La mise à l’arrêt de Turkey Point interviendra vendredi, dans la nuit. Ste Lucie devrait subir le même sort douze heures après, si l’ouragan Irma n’a pas changé de direction. Les centrales ne devraient pas être totalement désertées malgré cette mise à l’arrêt. Il restera toujours des salariés dans des unités bunkerisées.
Les deux centrales sont les deux seules à être exploitées dans l’État de Floride. Elles fournissent de l’électricité à près de 2 millions de foyers. Les deux sites font partie des plus solides du pays, « voire du monde », assure le responsable de la communication interrogé par le quotidien américain The Miami Herald. Mais même les meilleures des installations ne sont pas complètement à l’épreuve des ouragans, ajoute la compagnie FPL qui prévoit déjà d’importantes coupures de courant pour ses clients.
Andrew, Frances, Wilma…
Irma n’est pas le premier cyclone qu’affrontent ces centrales nucléaires situées au bord de l’océan, à des endroits peu protégés des vents. Turkey Point, au sud de Miami, a résisté à l’ouragan Andrew, en 1992.
Si aucun accident n’avait été à déplorer, les dégâts avaient été importants.
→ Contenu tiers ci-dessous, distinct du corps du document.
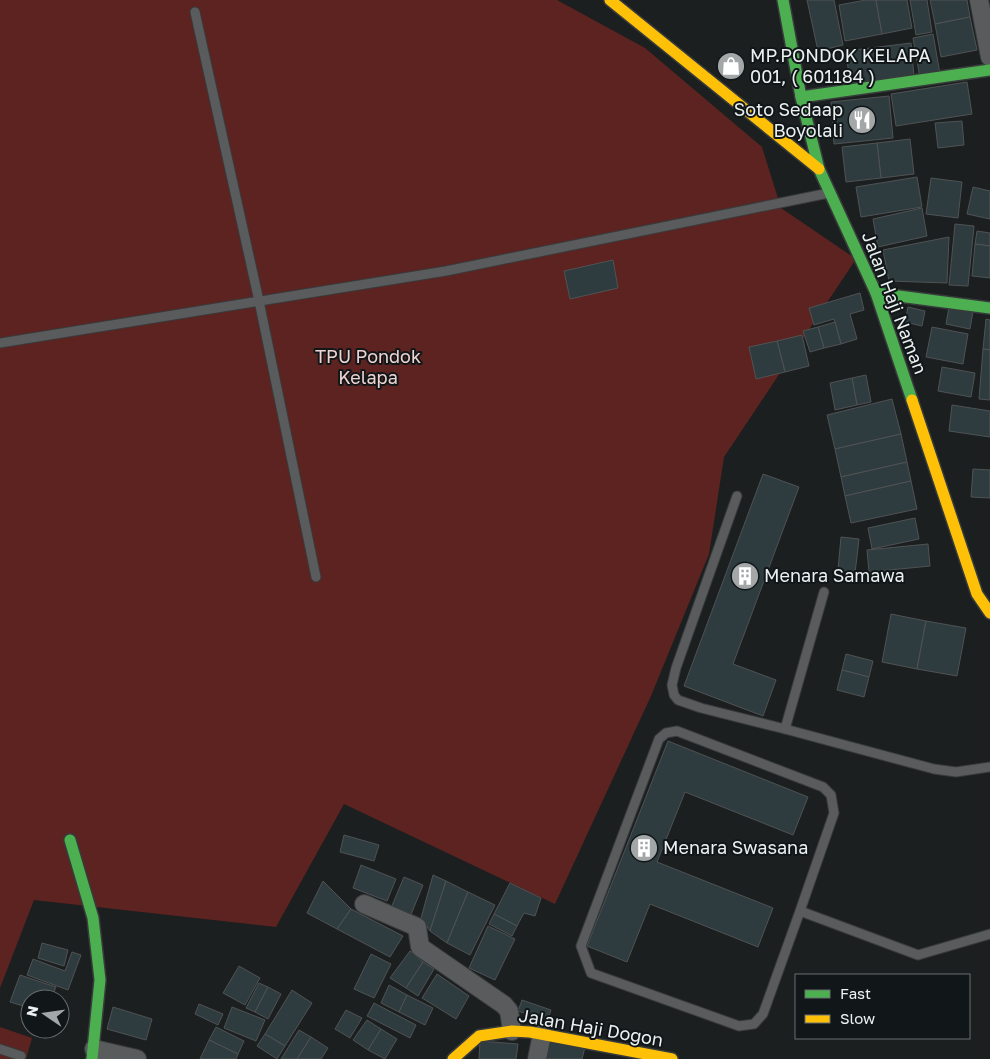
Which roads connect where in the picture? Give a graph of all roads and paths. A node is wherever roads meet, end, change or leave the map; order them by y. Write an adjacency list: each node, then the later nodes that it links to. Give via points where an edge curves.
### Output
1 (610, 0): 8 (street)
2 (783, 0): 7 (street, Jalan Haji Naman)
3 (979, 0): 5 (street)
4 (195, 12): 11 (lane)
5 (990, 57)
6 (990, 70): 7 (street)
7 (801, 98): 8 (street, Jalan Haji Naman)
8 (819, 169): 9 (street, Jalan Haji Naman)
9 (831, 192): 10 (street, Jalan Haji Naman); 11 (lane, via 446,271)
10 (876, 293): 12 (street); 17 (street, Jalan Haji Naman, via 977,594)
11 (259, 301): 13 (lane); 15 (lane)
12 (990, 308)
13 (0, 343)
14 (737, 496): 18 (lane, via 676,668 672,690 678,700 701,708)
15 (316, 577)
16 (824, 592): 18 (lane)
17 (990, 613)
18 (785, 728): 19 (lane, via 934,769 956,772)
19 (990, 767)
20 (70, 840): 27 (street, via 93,918 100,980)
21 (364, 904): 24 (street, via 417,927 420,947 504,1005)
22 (800, 911): 22 (lane, via 764,1014 754,1024 739,1026 591,973 581,946 659,739 666,733 677,731 823,787 831,795 834,813); 23 (lane, via 918,955)
23 (990, 934)
24 (512, 1030): 25 (street, Jalan Haji Dogon); 31 (street, Jalan Haji Dogon, via 479,1036)
25 (542, 1034): 29 (street, Jalan Haji Dogon); 32 (street)
26 (0, 1049): 28 (lane)
27 (93, 1054): 30 (street)
28 (21, 1056)
29 (654, 1057): 33 (street, Jalan Haji Dogon)
30 (137, 1059)
31 (453, 1059)
32 (537, 1059)
33 (672, 1059)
Une route d’accès avait été bloquée par les débris et certaines installations n’avaient pas tenu face à la puissance des vents. Une cheminée de 120 mètres s’était fendue en deux, la centrale avait dû utiliser des générateurs de secours pour refroidir les réacteurs et éviter l’accident nucléaire. Les travaux pour la remettre en état avaient duré six mois et se chiffraient à 90 millions de dollars. Ste Lucie, elle, a tenu bon face aux ouragans Frances et Jeanne en 2005 et face à Wilma en 2006.
Les deux centrales nucléaires sont conçues pour résister à des vents très forts et à des ouragans. Les réacteurs de Turkey Point sont enfermés dans une enceinte de confinement contenue dans un bâtiment « en béton armé de 1,80 m d’épaisseur et située à 6 m au-dessus de la mer », précise Rob Gould. Après le passage d’Andrew et l’accident de Fukushima en 2011, la sécurité des installations a encore été renforcée. L’entreprise FPL a investi 3 milliards de dollars depuis les ouragans de 2005.
Face à Irma, Turkey Point dispose de générateurs de secours, de diesel pour les faire fonctionner et de pièces de rechange prêtes à être acheminées depuis le Tennessee en cas de besoin.
« Mais cet ouragan pourrait surpasser Andrew », prévient Rob Gould. Le risque d’inondation est en effet beaucoup plus important avec Irma. En 1992, le niveau de l’eau s’était élevé de 8,3 cm le long des côtes de Floride. Cette fois-ci, le Centre national des ouragans (Hurricane National Center), indique qu’il pourrait monter entre 3 et 4,5 m.
En France, depuis la catastrophe nucléaire de Fukushima, la sécurité des centrales nucléaires est en train d’être renforcée. « On a imaginé l’inimaginable », assure EDF. En cas de graves incidents, une Force d’action rapide nucléaire (Farn), peut intervenir en moins de 24 heures. Hélicoptères, barges, moyens de franchissement, 4×4 et camions pour déblayer les débris peuvent être mobilisés pour tous les sites nucléaires français. De gros groupes électrogènes, des pompes, des compresseurs peuvent prendre le relais pour amener continuellement de l’électricité, de l’eau et de l’air afin de refroidir les réacteurs.